The Sunday Press

For the Australian paper, see Sunday Press.
The Sunday Press

Front page of first issue
Type Sunday newspaper
Format Broadsheet
Owner(s) The Irish Press
Editor Matt Feehan (1949-1968), Francis Carty (1968), Vincent Jennings (1968-1995)
Founded September 4, 1949 (1949-09-04)
Political alignment Nationalist / republican; supported Fianna Fáil
Ceased publication 1995 (1995)
Headquarters Burgh Quay, Dublin

The Sunday Press was a weekly newspaper published in Ireland from 1949 until 1995. It was launched by Éamon de Valera's Irish Press group following the defeat of his Fianna Fáil party in the Irish general election, 1948. Like its sister newspaper, the daily Irish Press, politically the paper loyally supported Fianna Fáil.

The future Taoiseach Seán Lemass was the managing editor of the Irish Press who spearheaded the launch of the Sunday paper, with the first editor Colonel Matt Feehan. Many of the Irish Press journalists contributed to the paper. 'When I open the pages, I duck' was Brendan Behan’s description of reading the Sunday Press, for the habit of published memoirs of veterans (usually those aligned to Fianna Fáil) of the Irish War of Independence.[1]
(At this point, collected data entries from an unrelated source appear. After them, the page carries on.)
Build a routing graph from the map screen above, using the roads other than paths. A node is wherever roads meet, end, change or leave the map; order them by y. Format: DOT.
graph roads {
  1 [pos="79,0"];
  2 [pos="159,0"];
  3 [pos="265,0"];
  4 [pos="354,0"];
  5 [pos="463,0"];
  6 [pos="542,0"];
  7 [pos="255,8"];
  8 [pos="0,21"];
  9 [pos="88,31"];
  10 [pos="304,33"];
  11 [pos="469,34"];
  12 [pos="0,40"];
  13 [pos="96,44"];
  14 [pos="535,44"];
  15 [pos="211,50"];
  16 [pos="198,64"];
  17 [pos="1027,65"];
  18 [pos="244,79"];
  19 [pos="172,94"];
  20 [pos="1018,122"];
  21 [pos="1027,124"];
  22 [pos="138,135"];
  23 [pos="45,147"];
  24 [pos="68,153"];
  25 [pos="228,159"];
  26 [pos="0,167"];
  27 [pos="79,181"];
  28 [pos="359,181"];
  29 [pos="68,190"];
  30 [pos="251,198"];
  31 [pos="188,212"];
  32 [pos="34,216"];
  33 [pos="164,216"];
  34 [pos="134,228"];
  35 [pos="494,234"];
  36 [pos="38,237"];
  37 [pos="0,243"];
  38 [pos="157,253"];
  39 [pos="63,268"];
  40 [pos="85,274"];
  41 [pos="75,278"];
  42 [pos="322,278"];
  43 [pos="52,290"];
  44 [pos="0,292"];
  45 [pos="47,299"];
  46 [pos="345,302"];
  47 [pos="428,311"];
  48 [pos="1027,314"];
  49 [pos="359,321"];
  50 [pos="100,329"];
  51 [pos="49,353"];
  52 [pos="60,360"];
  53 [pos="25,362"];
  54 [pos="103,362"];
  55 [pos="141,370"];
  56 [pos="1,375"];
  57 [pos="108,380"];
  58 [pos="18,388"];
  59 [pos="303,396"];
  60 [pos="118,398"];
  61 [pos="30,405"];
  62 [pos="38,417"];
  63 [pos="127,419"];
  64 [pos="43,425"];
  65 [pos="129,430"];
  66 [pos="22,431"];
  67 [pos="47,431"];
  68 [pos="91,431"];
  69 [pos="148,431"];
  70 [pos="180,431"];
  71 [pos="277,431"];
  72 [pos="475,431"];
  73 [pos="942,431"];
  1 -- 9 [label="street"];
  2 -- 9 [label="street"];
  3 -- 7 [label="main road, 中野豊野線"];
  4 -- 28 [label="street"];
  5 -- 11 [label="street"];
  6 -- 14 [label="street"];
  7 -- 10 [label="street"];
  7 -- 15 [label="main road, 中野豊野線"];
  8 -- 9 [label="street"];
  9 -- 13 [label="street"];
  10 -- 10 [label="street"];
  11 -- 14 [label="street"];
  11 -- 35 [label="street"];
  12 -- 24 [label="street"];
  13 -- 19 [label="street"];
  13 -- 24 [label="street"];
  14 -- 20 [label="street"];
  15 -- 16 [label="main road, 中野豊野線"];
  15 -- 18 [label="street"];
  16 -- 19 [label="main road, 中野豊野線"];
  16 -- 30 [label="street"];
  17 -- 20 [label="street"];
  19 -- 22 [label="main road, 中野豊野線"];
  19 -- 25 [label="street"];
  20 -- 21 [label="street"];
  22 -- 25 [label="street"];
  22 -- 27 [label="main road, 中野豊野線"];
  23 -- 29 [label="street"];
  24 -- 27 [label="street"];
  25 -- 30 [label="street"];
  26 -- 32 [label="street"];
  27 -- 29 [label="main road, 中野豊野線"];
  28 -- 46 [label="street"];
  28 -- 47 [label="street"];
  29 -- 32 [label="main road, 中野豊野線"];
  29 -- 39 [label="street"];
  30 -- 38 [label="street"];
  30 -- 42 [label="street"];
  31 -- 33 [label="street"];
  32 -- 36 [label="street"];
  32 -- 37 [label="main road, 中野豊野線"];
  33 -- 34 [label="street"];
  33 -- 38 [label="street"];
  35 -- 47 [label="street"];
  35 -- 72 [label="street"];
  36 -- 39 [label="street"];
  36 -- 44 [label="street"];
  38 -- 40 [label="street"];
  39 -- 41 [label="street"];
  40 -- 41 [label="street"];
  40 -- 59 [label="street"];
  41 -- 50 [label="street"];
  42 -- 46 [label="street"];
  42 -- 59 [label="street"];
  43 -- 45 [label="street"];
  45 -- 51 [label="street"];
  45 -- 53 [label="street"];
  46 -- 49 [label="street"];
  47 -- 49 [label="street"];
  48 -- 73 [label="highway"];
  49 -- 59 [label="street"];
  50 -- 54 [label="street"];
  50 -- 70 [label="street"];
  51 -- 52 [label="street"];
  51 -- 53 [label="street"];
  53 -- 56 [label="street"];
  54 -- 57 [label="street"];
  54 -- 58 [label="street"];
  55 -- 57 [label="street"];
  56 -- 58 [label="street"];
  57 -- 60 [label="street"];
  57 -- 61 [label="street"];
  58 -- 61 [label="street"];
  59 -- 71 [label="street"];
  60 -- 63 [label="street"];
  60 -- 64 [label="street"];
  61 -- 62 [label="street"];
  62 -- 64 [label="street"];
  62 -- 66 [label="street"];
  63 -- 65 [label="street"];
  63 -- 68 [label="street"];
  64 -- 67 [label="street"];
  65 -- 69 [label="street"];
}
It soon built up a large readership, and overtook its main competitor the Sunday Independent, which tended to support Fine Gael. At its peak The Sunday Press sold up to 475,000 copies every week, and had a readership of over one million, around one third of the Irish population.

Like the Evening Press, the paper's readership held up better over the years than that of the flagship title in the group, the Irish Press, and it might have survived as a stand-alone title had it been sold. However, with the collapse of the Irish Press Newspapers group in May 1995, all three titles ceased publication immediately. The launch of Ireland on Sunday in 1997 was initially interpreted by many observers as an attempt to appeal to the former Sunday Press readership, seen as generally rural, fairly conservative Catholic, and with a traditional Irish nationalist political outlook.

When Christmas Day fell on Sunday in 1949, 1955, 1960, 1966, 1977, 1983, 1988 and 1994 the paper came out on the Saturday.